[Stored data]

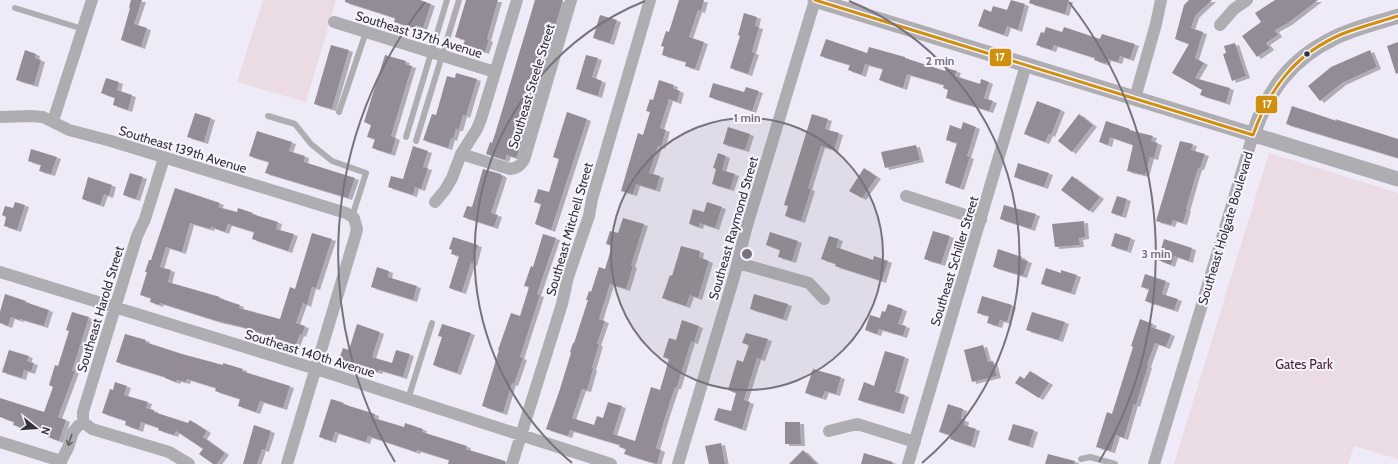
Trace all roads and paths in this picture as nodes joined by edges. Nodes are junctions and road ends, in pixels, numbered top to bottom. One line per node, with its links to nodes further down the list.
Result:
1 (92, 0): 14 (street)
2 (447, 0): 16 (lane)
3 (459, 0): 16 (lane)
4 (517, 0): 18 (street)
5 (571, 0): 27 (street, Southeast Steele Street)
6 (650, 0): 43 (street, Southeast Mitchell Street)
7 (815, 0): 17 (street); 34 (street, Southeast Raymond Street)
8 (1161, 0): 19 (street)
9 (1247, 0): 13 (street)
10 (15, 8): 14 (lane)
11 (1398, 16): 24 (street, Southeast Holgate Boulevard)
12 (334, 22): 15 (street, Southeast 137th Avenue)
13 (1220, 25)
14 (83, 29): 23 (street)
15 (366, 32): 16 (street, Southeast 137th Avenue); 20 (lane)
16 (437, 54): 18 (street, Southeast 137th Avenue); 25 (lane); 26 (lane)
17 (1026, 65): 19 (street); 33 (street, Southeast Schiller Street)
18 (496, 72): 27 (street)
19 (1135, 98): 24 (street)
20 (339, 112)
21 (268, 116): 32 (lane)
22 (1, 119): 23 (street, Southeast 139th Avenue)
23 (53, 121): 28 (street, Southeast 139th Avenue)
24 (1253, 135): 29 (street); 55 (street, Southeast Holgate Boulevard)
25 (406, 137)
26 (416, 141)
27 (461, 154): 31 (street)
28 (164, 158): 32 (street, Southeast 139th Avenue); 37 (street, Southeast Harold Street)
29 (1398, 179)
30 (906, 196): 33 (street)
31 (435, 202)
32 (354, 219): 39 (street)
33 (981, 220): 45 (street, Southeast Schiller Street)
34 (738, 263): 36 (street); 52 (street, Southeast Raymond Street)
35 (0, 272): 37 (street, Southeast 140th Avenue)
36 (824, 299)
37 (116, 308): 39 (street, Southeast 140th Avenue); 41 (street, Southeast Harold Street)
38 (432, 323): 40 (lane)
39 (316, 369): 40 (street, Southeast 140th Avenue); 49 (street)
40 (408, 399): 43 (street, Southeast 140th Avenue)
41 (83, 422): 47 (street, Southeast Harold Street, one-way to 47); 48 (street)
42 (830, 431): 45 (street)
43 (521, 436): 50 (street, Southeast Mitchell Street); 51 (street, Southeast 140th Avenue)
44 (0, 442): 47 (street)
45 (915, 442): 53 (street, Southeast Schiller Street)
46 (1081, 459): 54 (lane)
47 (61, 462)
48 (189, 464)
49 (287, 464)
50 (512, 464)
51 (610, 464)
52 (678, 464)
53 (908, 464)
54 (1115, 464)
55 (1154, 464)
--
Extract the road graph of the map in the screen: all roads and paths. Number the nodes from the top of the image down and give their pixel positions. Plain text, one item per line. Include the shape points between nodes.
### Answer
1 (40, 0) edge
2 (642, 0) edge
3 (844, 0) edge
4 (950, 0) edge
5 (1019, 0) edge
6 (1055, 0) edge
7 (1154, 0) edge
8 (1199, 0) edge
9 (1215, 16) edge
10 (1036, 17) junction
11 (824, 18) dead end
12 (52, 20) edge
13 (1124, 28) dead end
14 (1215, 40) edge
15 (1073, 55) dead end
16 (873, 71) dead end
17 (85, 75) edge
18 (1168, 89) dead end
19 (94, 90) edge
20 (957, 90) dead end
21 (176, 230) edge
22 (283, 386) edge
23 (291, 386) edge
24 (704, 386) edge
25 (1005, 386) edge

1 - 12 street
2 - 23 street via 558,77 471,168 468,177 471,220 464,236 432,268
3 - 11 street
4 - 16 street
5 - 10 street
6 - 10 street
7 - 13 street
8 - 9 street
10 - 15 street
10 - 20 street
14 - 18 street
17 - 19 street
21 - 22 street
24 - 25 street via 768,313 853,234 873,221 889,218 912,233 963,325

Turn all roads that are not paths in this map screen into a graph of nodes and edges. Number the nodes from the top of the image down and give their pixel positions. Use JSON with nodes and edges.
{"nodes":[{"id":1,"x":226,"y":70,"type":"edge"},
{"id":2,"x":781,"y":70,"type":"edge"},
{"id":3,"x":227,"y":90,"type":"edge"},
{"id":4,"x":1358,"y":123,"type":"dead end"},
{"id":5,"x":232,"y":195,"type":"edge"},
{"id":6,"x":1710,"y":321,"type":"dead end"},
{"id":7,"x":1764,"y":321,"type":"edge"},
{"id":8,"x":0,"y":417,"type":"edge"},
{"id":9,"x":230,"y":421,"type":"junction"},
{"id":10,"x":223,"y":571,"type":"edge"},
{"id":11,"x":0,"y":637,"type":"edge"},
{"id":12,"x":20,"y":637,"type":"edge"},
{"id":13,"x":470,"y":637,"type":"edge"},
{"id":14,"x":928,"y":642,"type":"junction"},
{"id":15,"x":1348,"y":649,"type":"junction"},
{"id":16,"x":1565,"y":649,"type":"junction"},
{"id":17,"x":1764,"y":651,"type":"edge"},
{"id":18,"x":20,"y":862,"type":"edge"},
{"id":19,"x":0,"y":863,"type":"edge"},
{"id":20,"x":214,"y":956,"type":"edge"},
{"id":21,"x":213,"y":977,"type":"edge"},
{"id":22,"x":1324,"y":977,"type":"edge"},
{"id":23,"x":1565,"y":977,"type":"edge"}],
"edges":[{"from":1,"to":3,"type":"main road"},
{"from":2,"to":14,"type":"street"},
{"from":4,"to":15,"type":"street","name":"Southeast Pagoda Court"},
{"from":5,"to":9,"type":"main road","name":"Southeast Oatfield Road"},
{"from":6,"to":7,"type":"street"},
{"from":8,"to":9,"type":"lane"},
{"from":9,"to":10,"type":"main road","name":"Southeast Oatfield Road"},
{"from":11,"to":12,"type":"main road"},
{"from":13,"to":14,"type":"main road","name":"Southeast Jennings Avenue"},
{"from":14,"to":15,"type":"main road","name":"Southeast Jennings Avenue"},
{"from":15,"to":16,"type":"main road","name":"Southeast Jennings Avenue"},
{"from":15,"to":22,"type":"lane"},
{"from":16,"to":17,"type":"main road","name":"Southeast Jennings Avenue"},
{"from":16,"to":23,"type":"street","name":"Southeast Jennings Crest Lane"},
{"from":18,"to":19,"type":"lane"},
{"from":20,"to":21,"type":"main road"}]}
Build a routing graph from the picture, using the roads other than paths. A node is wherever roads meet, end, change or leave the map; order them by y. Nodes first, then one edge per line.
...
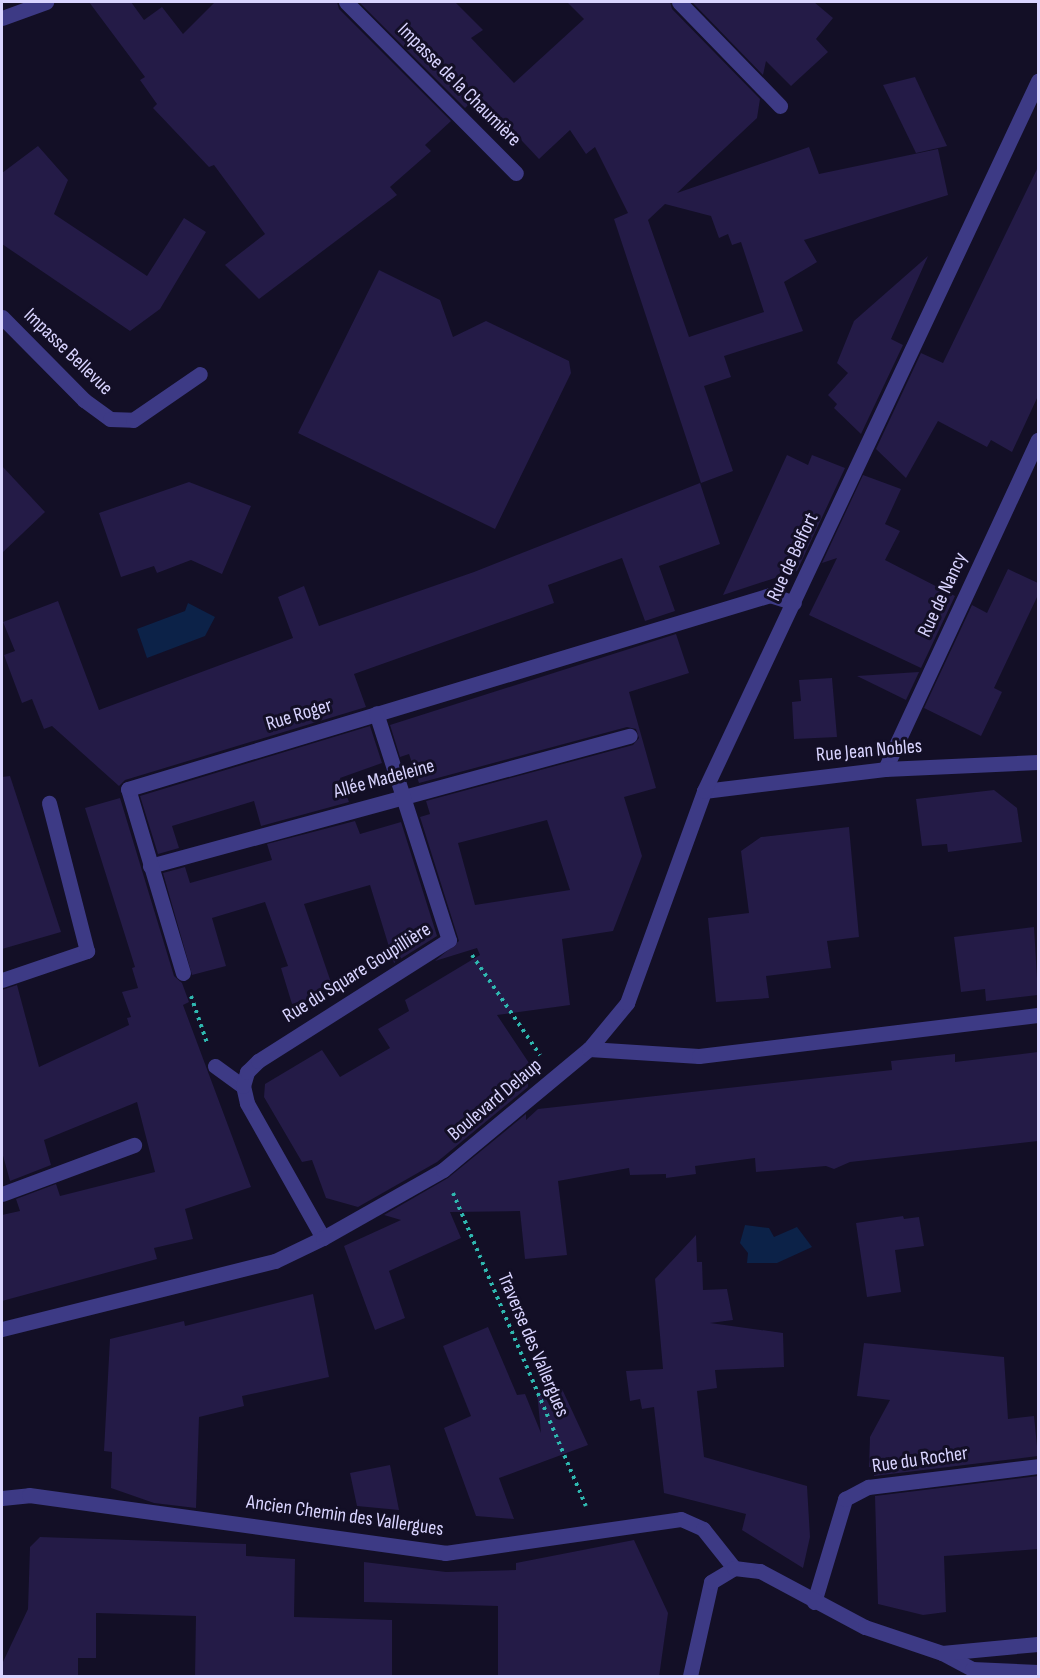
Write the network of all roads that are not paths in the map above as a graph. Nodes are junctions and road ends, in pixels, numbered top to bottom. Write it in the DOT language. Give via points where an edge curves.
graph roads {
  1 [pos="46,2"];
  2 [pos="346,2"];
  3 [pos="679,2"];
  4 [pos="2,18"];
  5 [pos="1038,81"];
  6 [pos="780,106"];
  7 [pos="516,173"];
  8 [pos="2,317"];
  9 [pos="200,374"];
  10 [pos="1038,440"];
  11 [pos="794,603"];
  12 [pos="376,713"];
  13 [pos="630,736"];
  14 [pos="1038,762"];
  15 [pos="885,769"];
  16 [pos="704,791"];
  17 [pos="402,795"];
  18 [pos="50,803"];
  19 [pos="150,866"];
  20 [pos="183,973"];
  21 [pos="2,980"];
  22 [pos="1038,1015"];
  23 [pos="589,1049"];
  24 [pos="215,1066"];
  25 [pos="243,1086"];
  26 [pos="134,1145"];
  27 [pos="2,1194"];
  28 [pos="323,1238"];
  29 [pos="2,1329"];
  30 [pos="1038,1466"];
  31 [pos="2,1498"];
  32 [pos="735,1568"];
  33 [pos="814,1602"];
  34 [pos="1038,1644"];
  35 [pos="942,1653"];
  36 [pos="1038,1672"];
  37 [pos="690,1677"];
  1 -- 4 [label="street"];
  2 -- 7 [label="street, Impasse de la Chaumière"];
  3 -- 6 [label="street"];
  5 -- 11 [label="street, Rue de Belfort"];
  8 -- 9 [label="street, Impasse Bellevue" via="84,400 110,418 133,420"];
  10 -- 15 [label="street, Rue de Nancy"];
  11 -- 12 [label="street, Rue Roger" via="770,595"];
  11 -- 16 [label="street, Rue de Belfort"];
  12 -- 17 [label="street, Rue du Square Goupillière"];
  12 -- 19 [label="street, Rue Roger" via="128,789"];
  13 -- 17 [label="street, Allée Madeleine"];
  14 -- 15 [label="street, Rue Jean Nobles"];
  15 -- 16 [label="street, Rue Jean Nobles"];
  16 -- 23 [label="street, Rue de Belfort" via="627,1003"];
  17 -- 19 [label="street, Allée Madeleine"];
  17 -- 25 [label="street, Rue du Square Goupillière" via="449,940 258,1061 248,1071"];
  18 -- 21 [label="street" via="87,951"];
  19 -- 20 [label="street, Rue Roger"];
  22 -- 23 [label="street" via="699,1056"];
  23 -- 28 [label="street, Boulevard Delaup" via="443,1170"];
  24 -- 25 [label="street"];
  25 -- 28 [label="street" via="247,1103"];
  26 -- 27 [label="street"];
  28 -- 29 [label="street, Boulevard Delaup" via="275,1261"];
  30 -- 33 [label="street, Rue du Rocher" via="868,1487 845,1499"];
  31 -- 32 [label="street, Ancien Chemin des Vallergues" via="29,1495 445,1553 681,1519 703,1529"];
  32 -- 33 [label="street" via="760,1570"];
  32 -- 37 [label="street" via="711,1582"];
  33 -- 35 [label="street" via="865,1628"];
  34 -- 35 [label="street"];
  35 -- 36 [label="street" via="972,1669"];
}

> **Aim of the task**: Out of the records, collect only those lines that contain the string "picture".

> **Exercise result**:
Trace all roads and paths in this picture as nodes joined by edges. Nodes are junctions and road ends, in pixels, numbered top to bottom. One line per node, with its links to nodes further down the list.
Build a routing graph from the picture, using the roads other than paths. A node is wherever roads meet, end, change or leave the map; order them by y. Nodes first, then one edge per line.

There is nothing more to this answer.